What is your discharge plan?

As my daughter’s surgeon, I am asking you what can be done to help with her pain? Because when you tell me that you cannot do anymore surgery, my brain and heart hear something different.

My heart and brain hears you saying that you are done treating her. All I hear is that she will continue to live a life of pain, with no treatment or remedy in sight. Is this it?

He looked to the floor with his sad eyes and said that really there is nothing more that can be done. Not by him, not by anybody. He said that the only thing we can do is wait and hope that someone, in the near future will come up with something to help those with this condition.

Once again, I found myself stunned at how the conversation had escalated so quickly.

I think that both the doctor and I left that room just as disappointed, sad and scared as my daughter did 7 years earlier.

On my drive home I agonized over how I would find the right words to tell her as her words, from all those years ago,

weighed heavily in my heart.

Big words – small room.

What do you do when the doctor says no more treatment; just sit back and wait and hope for a better answer?!?!?!?

Meanwhile, I am sitting back and watching my daughter live in pain….

#devastated #holdingontohope #fava #fibroadiposevascularanomaly #vascularanomaly #chronicpain

I didn’t realize they didn’t know.

About a year and a half ago, I had a very eye opening conversation with my young, teenaged daughter about her condition. During our convo she said that she felt like her body was falling apart on her. Her leg, her veins, her stomach, her liver and her bones. I explained to her that her dad and I work closely with all her doctors to monitor the changes her body has been and is still going through. I started detailing every minutiae of what we do to keep her healthy. The part that made me say wow was when she asked: “Why haven’t you told me about any of this before? I have been so worried.”

I told her “It was never my intent to keep any of this info from you. You are right! You need to know all this stuff, like the fact that I insist that your pediatrician do a liver function test every year at your annual physical because I am concerned about all the ibuprofen and acetaminophen you take to manage the pain from Klippel-Trenaunay Syndrome. But all these decisions were made a long time ago, before you could understand what was going on. I guess I never realized that I never really explained it all to YOU.  I guess I figured that you already knew because we have been doing it for so long. It’s like when you were surprised that I know some rap songs, really well, like Rapper’s Delight by Sugarhill Gang. It’s a part of MY history, and I kind of forget that you weren’t a part of that. I am sorry that I didn’t have this conversation with you sooner..”

And then I needed to have the same conversation with her twin brother.
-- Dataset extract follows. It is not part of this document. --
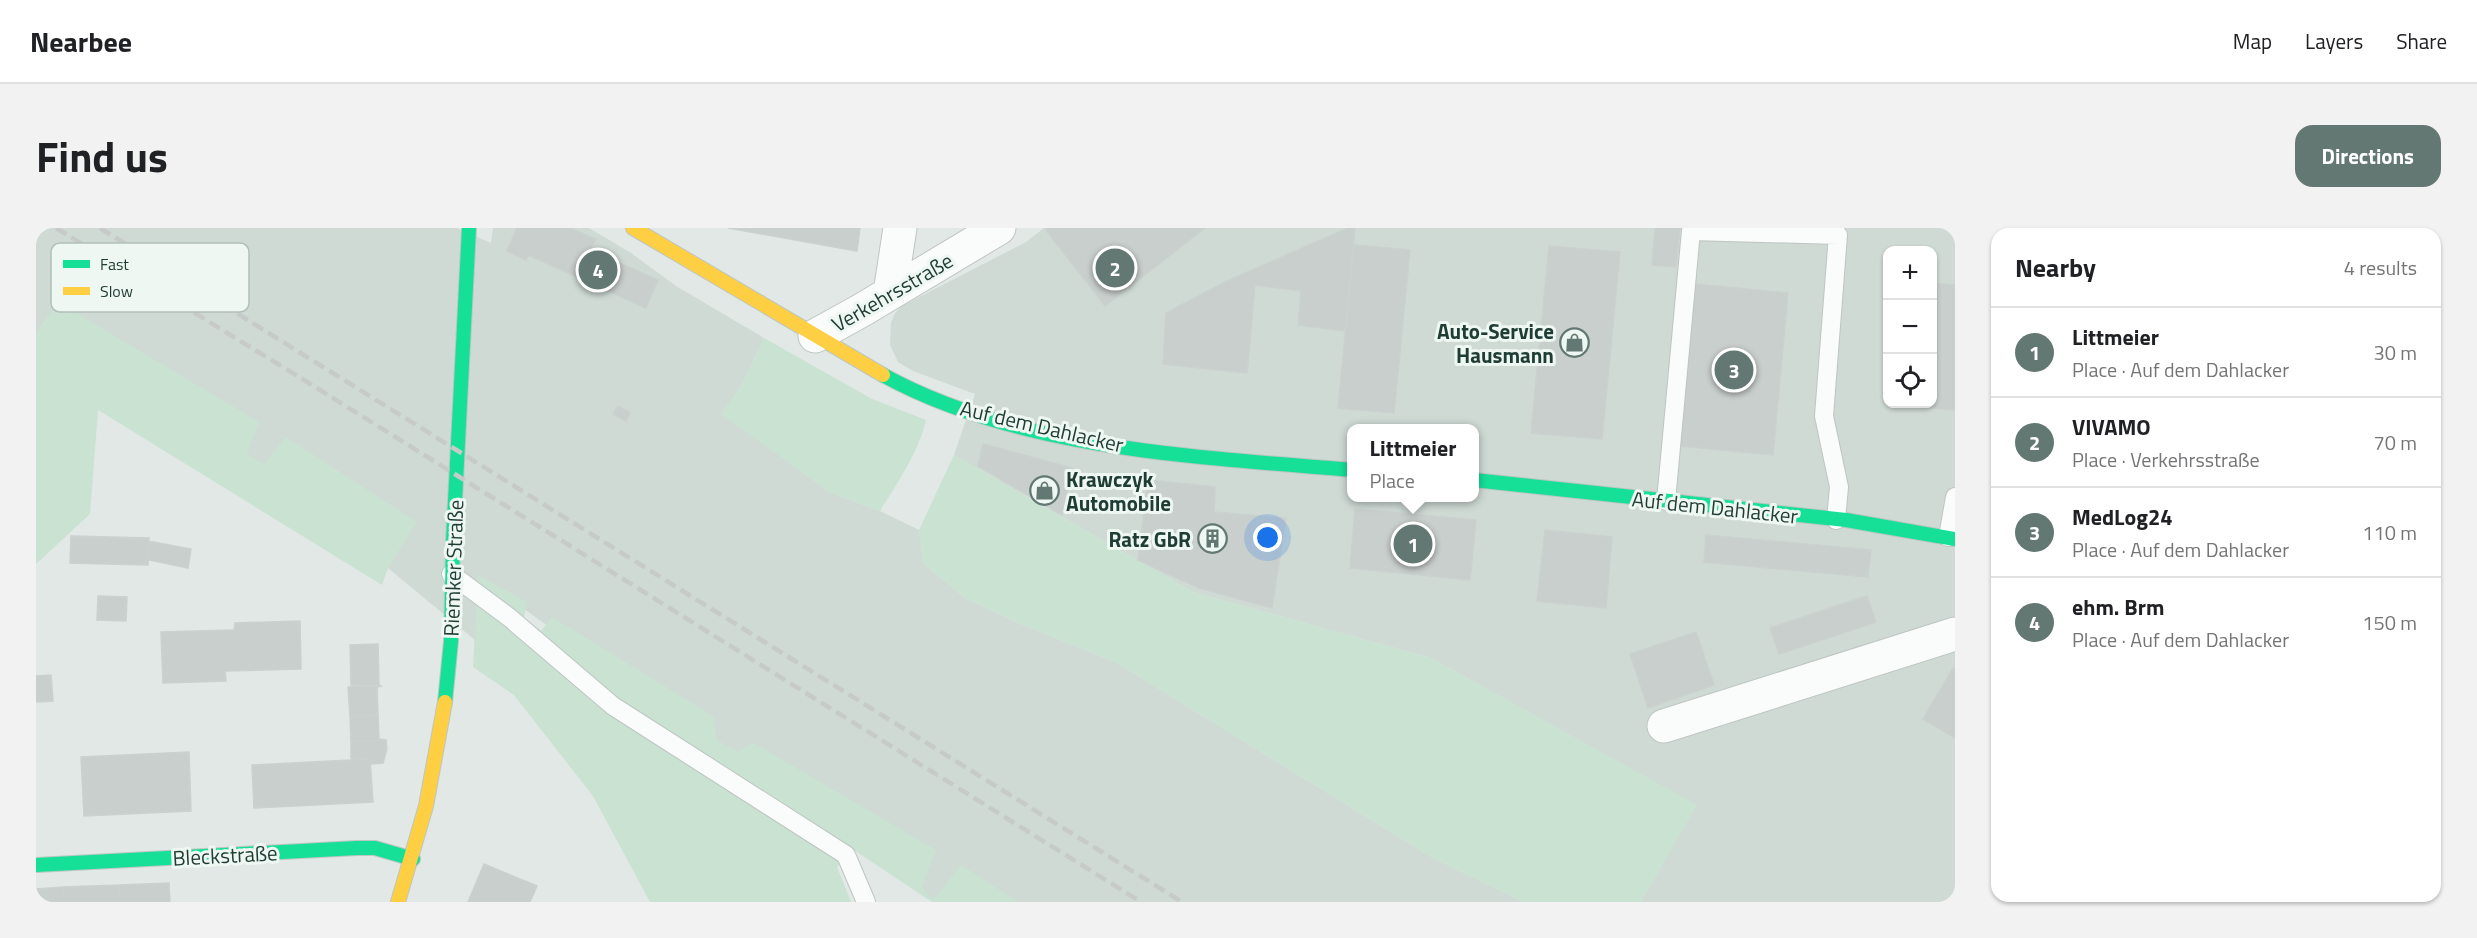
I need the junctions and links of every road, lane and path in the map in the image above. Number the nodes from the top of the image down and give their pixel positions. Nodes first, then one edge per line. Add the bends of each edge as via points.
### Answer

So my take away is to keep talking to my kids. Keep explaining. Even though they are the reason why we do what we do, they don’t always know why. And maybe it’s because we, as parents, made these decisions about their care long before they could understand what was going on, but I need to remember that they are getting older. They may look and act like they may not “get it”, but they do. And apparently, they have been harboring all this extra anxiety about their own bodies and conditions. They need to know that they are not alone. And they need to know what measures I am taking to keep them both healthy. This growing up business is hard.